Lines containing the word "meet" are to be copied from the data below.
━━━ Input ━━━
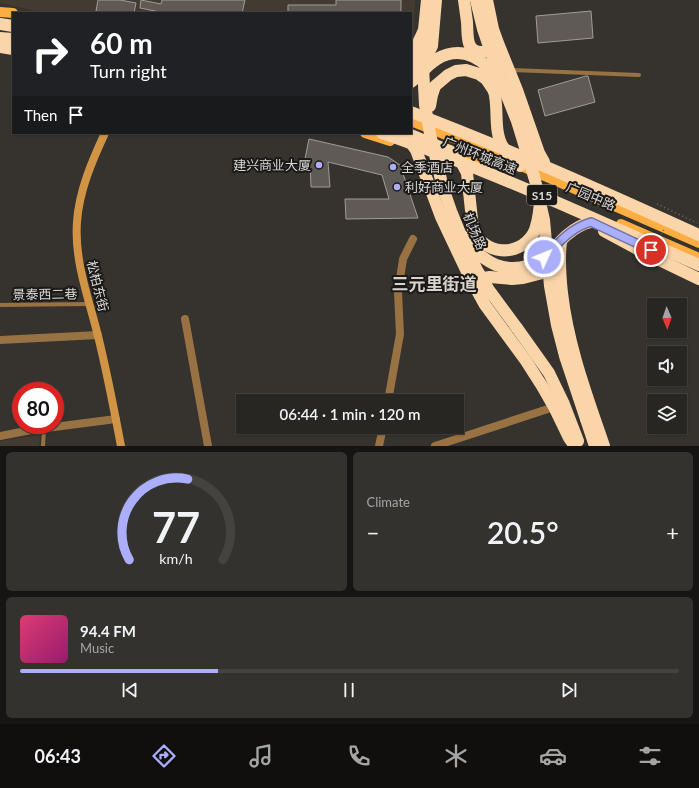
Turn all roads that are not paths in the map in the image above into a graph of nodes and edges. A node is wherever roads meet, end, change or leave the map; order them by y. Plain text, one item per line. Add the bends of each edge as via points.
1 (427, 0) edge
2 (436, 0) edge
3 (464, 0) edge
4 (476, 0) edge
5 (488, 0) edge
6 (0, 12) edge
7 (12, 13) edge
8 (0, 16) edge
9 (12, 17) edge
10 (0, 24) edge
11 (12, 26) edge
12 (424, 30) junction
13 (0, 38) edge
14 (12, 39) edge
15 (498, 43) junction
16 (0, 48) edge
17 (12, 49) edge
18 (0, 52) edge
19 (12, 54) edge
20 (412, 56) edge
21 (412, 69) edge
22 (509, 70) junction
23 (639, 74) dead end
24 (412, 81) edge
25 (512, 106) junction
26 (412, 112) edge
27 (412, 121) edge
28 (105, 134) edge
29 (368, 134) edge
30 (385, 134) edge
31 (402, 134) edge
32 (408, 134) edge
33 (430, 134) junction
34 (416, 150) junction
35 (457, 154) junction
36 (544, 162) junction
37 (520, 166) junction
38 (599, 187) junction
39 (574, 188) junction
40 (546, 201) junction
41 (623, 210) junction
42 (591, 222) junction
43 (621, 224) junction
44 (457, 226) junction
45 (699, 230) edge
46 (677, 233) junction
47 (413, 239) dead end
48 (561, 241) junction
49 (699, 243) edge
50 (672, 246) junction
51 (699, 258) edge
52 (686, 265) junction
53 (699, 265) edge
54 (560, 268) junction
55 (699, 271) edge
56 (699, 279) edge
57 (472, 283) junction
58 (90, 304) junction
59 (0, 305) edge
60 (185, 319) dead end
61 (98, 335) junction
62 (0, 340) edge
63 (389, 394) edge
64 (554, 407) junction
65 (116, 419) junction
66 (64, 426) edge
67 (12, 434) edge
68 (44, 434) edge
69 (382, 434) edge
70 (0, 436) edge
71 (44, 446) edge
72 (121, 446) edge
73 (208, 446) edge
74 (379, 446) edge
75 (435, 446) edge
76 (574, 446) edge
77 (580, 446) edge
78 (595, 446) edge
79 (604, 446) edge

1 - 12 highway, 机场路
2 - 21 highway via 432,46 422,61
3 - 15 highway via 471,48 483,52 494,48
4 - 25 highway, bridge via 483,29
5 - 15 highway
6 - 7 main road
8 - 9 highway
10 - 11 highway
12 - 20 highway
12 - 33 highway, 机场路, bridge via 424,95
13 - 14 highway
15 - 22 highway
16 - 17 highway
18 - 19 main road
22 - 23 lane
22 - 36 highway
24 - 25 highway, bridge via 443,56 461,53 487,66 498,79
25 - 40 highway, bridge
26 - 45 highway, 广州环城高速 / S15, bridge
27 - 37 main road, 广园中路
28 - 58 street, 松柏东街 via 84,186 77,222 77,250
29 - 34 main road
30 - 40 highway, 广州环城高速 / S15, bridge via 454,159
31 - 34 highway
32 - 35 highway, 广园中路
33 - 37 highway, bridge via 430,104 435,86 456,71 466,70 479,74 494,90 501,144
33 - 44 highway, 机场路, bridge via 443,188
34 - 57 highway via 447,232
35 - 40 highway, bridge via 467,173 473,229 476,236 491,248 515,248 528,240 536,228
35 - 43 main road, 广园中路
36 - 38 main road
36 - 39 main road
37 - 39 main road, 广园中路
38 - 39 main road
38 - 41 main road
38 - 45 main road
39 - 41 main road, 广园中路
40 - 53 highway, 广州环城高速 / S15, bridge
40 - 56 highway, bridge
40 - 78 highway, bridge via 545,226 550,286 557,325
41 - 46 main road, 广园中路
42 - 43 main road
42 - 48 highway via 567,234
42 - 52 main road
43 - 50 main road, 广园中路
44 - 48 highway, bridge via 473,249 483,258 503,267 518,268 537,262
44 - 77 highway, 机场路, bridge via 489,290 540,360 556,387
45 - 46 main road
46 - 49 main road, 广园中路
47 - 63 street via 403,259 398,292 400,334
48 - 54 highway
50 - 51 main road, 广园中路
50 - 52 main road
52 - 55 main road
54 - 57 highway via 523,278 490,277
54 - 79 highway via 572,348
57 - 64 highway
58 - 59 lane, 景泰西二巷
58 - 61 street, 松柏东街
60 - 73 street
61 - 62 street
61 - 65 street, 松柏东街
64 - 75 street
64 - 76 highway
65 - 66 street
65 - 72 street, 松柏东街
67 - 70 street
68 - 71 lane
69 - 74 street

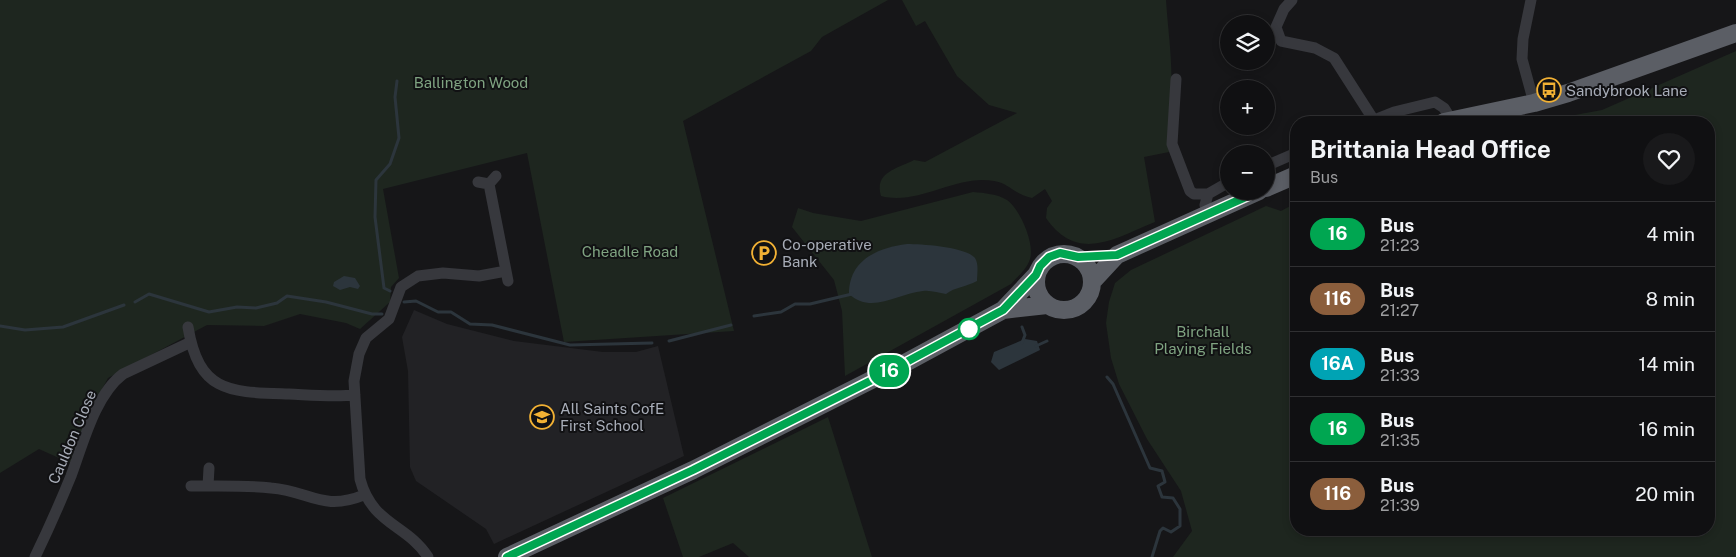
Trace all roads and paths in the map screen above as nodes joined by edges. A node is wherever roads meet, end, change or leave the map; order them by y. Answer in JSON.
{"nodes":[{"id":1,"x":1292,"y":0,"type":"edge"},
{"id":2,"x":1531,"y":0,"type":"edge"},
{"id":3,"x":1736,"y":33,"type":"edge"},
{"id":4,"x":1176,"y":79,"type":"dead end"},
{"id":5,"x":1534,"y":103,"type":"junction"},
{"id":6,"x":1368,"y":116,"type":"edge"},
{"id":7,"x":1385,"y":116,"type":"edge"},
{"id":8,"x":1446,"y":116,"type":"edge"},
{"id":9,"x":1475,"y":116,"type":"edge"},
{"id":10,"x":1290,"y":156,"type":"edge"},
{"id":11,"x":1275,"y":162,"type":"edge"},
{"id":12,"x":1290,"y":178,"type":"edge"},
{"id":13,"x":488,"y":181,"type":"dead end"},
{"id":14,"x":1275,"y":184,"type":"edge"},
{"id":15,"x":1220,"y":187,"type":"edge"},
{"id":16,"x":1208,"y":194,"type":"junction"},
{"id":17,"x":1237,"y":200,"type":"edge"},
{"id":18,"x":1207,"y":213,"type":"junction"},
{"id":19,"x":1117,"y":255,"type":"junction"},
{"id":20,"x":1078,"y":257,"type":"junction"},
{"id":21,"x":1036,"y":275,"type":"junction"},
{"id":22,"x":1092,"y":282,"type":"junction"},
{"id":23,"x":1047,"y":305,"type":"junction"},
{"id":24,"x":1003,"y":310,"type":"junction"},
{"id":25,"x":188,"y":327,"type":"dead end"},
{"id":26,"x":191,"y":342,"type":"junction"},
{"id":27,"x":355,"y":395,"type":"junction"},
{"id":28,"x":208,"y":468,"type":"dead end"},
{"id":29,"x":191,"y":486,"type":"dead end"},
{"id":30,"x":208,"y":486,"type":"junction"},
{"id":31,"x":364,"y":495,"type":"junction"},
{"id":32,"x":35,"y":557,"type":"edge"},
{"id":33,"x":428,"y":557,"type":"edge"},
{"id":34,"x":507,"y":557,"type":"edge"}],
"edges":[{"from":1,"to":6,"type":"street"},
{"from":2,"to":5,"type":"street"},
{"from":3,"to":5,"type":"highway"},
{"from":4,"to":16,"type":"street"},
{"from":5,"to":9,"type":"highway"},
{"from":7,"to":8,"type":"street"},
{"from":10,"to":11,"type":"street"},
{"from":12,"to":14,"type":"highway"},
{"from":13,"to":27,"type":"street"},
{"from":15,"to":16,"type":"street"},
{"from":16,"to":18,"type":"street"},
{"from":17,"to":18,"type":"highway"},
{"from":18,"to":19,"type":"highway"},
{"from":19,"to":20,"type":"highway"},
{"from":19,"to":22,"type":"highway"},
{"from":20,"to":21,"type":"highway"},
{"from":20,"to":22,"type":"highway"},
{"from":21,"to":23,"type":"highway"},
{"from":21,"to":24,"type":"highway"},
{"from":22,"to":23,"type":"highway"},
{"from":23,"to":24,"type":"highway"},
{"from":24,"to":34,"type":"highway"},
{"from":25,"to":26,"type":"street"},
{"from":26,"to":27,"type":"street"},
{"from":26,"to":32,"type":"street","name":"Cauldon Close"},
{"from":27,"to":31,"type":"street"},
{"from":28,"to":30,"type":"street"},
{"from":29,"to":30,"type":"street"},
{"from":30,"to":31,"type":"street"},
{"from":31,"to":33,"type":"street"}]}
━━━
- **Problem solution**
Turn all roads that are not paths in the map in the image above into a graph of nodes and edges. A node is wherever roads meet, end, change or leave the map; order them by y. Plain text, one item per line. Add the bends of each edge as via points.
Trace all roads and paths in the map screen above as nodes joined by edges. A node is wherever roads meet, end, change or leave the map; order them by y. Answer in JSON.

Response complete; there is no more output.